The expansion of internal monitoring comes as the Trump administration has framed dissent inside federal agencies as a threat, moving to aggressively identify and remove career officials viewed as ideologically misaligned with the administration, particularly in national security and law enforcement roles.
Since returning to office, the Trump White House has portrayed internal dissent in explicitly loyalty-based terms—as opposed to misconduct, malfeasance, or efforts to deliberately undermine the government—framing political disagreement with the president’s goals as grounds for firing.
Several watchdog groups have warned that expanded monitoring systems, when paired with weakened oversight, can blur the line between cybersecurity and retaliation.
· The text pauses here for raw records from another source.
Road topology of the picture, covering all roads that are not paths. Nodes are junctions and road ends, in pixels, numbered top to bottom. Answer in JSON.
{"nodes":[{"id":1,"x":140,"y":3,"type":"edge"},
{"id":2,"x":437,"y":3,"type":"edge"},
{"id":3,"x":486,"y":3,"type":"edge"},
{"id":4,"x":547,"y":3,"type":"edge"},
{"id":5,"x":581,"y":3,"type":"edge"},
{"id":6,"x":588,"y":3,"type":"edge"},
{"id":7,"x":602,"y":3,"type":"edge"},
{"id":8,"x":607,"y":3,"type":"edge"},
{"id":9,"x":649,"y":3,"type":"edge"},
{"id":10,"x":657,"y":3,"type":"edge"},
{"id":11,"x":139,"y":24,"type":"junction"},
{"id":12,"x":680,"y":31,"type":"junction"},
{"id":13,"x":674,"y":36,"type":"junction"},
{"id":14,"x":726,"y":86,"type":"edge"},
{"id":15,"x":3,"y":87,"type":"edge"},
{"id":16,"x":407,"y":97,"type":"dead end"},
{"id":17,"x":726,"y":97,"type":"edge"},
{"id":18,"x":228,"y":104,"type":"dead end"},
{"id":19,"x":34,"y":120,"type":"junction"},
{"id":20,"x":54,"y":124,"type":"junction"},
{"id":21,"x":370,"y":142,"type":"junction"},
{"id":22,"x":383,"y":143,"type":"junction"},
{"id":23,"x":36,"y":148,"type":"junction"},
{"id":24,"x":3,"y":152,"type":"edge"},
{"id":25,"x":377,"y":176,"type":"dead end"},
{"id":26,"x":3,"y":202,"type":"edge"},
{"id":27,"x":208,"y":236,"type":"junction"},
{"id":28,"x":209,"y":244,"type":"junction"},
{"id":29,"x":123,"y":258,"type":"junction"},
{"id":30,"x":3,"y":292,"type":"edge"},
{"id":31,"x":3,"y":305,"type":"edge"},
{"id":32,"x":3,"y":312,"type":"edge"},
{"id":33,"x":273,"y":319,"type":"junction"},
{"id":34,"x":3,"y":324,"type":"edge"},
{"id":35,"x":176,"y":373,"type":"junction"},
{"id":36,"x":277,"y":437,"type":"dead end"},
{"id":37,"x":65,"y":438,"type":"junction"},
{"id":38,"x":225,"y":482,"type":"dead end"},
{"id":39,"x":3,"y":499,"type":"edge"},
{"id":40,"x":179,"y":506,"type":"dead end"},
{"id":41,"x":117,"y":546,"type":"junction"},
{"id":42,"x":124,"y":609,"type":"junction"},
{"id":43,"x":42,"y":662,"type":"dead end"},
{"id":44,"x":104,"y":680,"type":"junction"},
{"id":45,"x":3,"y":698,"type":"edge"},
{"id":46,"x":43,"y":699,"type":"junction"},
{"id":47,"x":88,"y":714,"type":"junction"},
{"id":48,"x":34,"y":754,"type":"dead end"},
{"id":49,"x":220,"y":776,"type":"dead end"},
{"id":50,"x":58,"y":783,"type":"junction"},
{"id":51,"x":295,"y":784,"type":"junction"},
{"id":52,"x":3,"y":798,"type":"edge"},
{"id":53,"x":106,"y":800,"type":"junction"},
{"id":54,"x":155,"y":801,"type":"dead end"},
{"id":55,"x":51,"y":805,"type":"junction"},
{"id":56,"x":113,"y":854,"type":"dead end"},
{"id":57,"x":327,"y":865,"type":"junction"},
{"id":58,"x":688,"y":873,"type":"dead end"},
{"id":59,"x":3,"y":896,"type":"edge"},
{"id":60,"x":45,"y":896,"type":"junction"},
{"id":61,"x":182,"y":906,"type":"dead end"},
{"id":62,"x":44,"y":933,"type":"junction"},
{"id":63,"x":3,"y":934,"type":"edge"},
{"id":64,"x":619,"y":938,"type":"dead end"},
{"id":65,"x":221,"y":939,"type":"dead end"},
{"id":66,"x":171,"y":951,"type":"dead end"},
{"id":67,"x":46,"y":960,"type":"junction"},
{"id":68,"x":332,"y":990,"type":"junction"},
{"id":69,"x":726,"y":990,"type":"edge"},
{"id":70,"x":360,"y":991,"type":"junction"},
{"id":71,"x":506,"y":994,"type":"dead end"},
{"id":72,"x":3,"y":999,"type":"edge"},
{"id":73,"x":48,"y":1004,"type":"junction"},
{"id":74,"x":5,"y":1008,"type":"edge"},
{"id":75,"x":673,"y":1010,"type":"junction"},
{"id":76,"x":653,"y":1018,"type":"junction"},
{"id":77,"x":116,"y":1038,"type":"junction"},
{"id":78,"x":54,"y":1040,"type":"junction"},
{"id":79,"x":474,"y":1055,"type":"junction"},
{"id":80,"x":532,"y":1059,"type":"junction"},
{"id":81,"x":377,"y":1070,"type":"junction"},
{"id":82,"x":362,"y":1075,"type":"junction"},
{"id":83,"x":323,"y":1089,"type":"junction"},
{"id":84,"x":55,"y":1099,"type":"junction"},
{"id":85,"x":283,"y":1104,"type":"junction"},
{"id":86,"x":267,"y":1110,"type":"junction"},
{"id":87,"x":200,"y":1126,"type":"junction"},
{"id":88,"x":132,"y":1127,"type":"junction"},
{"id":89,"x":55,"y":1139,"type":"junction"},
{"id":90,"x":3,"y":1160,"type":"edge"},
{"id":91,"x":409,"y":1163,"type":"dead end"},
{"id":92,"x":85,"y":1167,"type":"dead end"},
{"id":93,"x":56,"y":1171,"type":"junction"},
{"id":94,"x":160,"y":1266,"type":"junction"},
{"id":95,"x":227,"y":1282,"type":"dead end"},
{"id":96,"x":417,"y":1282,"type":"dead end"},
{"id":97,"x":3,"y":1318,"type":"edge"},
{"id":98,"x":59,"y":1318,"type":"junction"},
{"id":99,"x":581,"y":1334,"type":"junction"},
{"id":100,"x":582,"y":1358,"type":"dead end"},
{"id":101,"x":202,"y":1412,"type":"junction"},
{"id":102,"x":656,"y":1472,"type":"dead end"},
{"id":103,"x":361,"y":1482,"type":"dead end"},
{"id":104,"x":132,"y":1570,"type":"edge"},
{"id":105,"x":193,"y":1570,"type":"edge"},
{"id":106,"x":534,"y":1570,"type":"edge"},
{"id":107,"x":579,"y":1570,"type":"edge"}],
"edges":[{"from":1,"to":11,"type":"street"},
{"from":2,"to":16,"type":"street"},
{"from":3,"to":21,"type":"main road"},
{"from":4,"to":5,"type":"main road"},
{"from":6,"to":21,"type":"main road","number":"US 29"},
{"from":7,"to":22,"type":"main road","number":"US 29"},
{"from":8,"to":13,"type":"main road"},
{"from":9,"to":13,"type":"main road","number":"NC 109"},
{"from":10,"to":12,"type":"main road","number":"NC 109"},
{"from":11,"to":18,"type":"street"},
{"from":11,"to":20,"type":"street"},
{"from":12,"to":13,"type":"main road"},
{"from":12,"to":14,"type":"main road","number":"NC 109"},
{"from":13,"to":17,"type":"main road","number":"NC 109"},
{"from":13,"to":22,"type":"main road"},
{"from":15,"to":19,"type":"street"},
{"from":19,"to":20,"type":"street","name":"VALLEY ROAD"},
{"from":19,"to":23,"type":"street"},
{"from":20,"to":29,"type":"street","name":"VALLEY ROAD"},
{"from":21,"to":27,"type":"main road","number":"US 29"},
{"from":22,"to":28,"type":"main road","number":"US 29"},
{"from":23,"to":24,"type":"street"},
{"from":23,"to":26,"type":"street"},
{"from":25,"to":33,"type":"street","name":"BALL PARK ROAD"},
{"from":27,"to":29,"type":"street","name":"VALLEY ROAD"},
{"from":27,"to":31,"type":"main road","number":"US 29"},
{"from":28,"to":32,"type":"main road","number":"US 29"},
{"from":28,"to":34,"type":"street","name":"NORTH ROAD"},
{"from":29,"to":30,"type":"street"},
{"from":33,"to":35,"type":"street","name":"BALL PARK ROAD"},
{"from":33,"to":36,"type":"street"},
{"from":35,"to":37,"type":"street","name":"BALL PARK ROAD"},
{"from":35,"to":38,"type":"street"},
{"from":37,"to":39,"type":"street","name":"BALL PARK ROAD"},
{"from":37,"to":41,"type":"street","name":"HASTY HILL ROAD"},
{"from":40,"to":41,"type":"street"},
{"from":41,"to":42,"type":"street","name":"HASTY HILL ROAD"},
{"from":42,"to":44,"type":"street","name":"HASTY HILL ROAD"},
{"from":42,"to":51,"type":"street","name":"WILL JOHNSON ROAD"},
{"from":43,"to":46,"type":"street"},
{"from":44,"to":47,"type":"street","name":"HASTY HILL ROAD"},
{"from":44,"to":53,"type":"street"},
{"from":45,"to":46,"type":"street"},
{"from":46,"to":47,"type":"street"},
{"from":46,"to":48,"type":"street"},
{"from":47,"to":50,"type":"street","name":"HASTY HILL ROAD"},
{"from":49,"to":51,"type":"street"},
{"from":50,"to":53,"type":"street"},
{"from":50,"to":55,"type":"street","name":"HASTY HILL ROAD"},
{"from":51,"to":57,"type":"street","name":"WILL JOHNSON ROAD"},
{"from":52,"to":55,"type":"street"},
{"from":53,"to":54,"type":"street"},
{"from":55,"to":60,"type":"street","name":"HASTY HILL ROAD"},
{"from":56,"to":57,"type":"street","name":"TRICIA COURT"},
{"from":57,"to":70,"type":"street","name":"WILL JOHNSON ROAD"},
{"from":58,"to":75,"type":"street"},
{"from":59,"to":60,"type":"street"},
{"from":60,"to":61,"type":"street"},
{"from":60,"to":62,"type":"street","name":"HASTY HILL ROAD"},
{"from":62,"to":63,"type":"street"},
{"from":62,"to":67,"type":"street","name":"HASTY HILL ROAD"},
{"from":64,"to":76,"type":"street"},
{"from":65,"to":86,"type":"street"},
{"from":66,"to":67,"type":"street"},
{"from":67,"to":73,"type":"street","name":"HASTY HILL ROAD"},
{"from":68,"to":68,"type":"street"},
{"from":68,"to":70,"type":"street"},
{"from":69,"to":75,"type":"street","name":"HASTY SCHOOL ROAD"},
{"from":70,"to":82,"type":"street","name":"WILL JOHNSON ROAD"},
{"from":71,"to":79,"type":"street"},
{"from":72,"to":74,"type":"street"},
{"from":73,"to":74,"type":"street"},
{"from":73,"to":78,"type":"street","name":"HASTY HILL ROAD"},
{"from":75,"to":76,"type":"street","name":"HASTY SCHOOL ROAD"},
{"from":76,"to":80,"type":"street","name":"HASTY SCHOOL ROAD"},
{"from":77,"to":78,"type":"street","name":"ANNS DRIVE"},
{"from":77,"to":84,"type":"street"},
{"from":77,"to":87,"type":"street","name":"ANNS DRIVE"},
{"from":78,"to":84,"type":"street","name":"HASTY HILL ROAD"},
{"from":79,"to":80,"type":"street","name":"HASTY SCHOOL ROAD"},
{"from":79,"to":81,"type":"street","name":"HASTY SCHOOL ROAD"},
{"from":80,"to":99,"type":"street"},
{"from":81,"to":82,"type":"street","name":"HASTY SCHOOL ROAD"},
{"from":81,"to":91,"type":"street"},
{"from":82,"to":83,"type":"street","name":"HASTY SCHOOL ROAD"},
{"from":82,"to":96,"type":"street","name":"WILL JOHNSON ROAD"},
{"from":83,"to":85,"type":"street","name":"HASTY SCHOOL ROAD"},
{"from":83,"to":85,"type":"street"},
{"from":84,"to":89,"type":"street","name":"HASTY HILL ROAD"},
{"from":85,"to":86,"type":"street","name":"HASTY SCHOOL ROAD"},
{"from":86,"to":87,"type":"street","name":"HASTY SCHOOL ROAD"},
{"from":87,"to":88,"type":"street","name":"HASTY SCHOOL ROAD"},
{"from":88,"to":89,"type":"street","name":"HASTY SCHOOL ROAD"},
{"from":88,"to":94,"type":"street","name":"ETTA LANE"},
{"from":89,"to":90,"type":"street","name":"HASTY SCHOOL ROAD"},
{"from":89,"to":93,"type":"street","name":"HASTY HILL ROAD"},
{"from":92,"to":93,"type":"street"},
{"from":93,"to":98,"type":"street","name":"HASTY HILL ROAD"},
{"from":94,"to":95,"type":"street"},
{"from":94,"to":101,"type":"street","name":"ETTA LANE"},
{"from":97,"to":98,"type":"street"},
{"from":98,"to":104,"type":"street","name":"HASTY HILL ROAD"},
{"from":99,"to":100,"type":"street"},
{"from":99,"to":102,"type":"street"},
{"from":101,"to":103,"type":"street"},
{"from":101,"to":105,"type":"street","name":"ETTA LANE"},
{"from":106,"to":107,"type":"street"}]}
Tools built to detect breaches or misuse, they say, can just as easily be repurposed to track internal critics, especially when privacy safeguards and independent review are thin.
- (Wired) https://archive.is/5ydN5
AI
- [US] Immigrations and Customs Enforcement (ICE) contracted with an AI "skip tracing" service, allegedly as part of ICE's Enforcement and Removal Operations (ERO).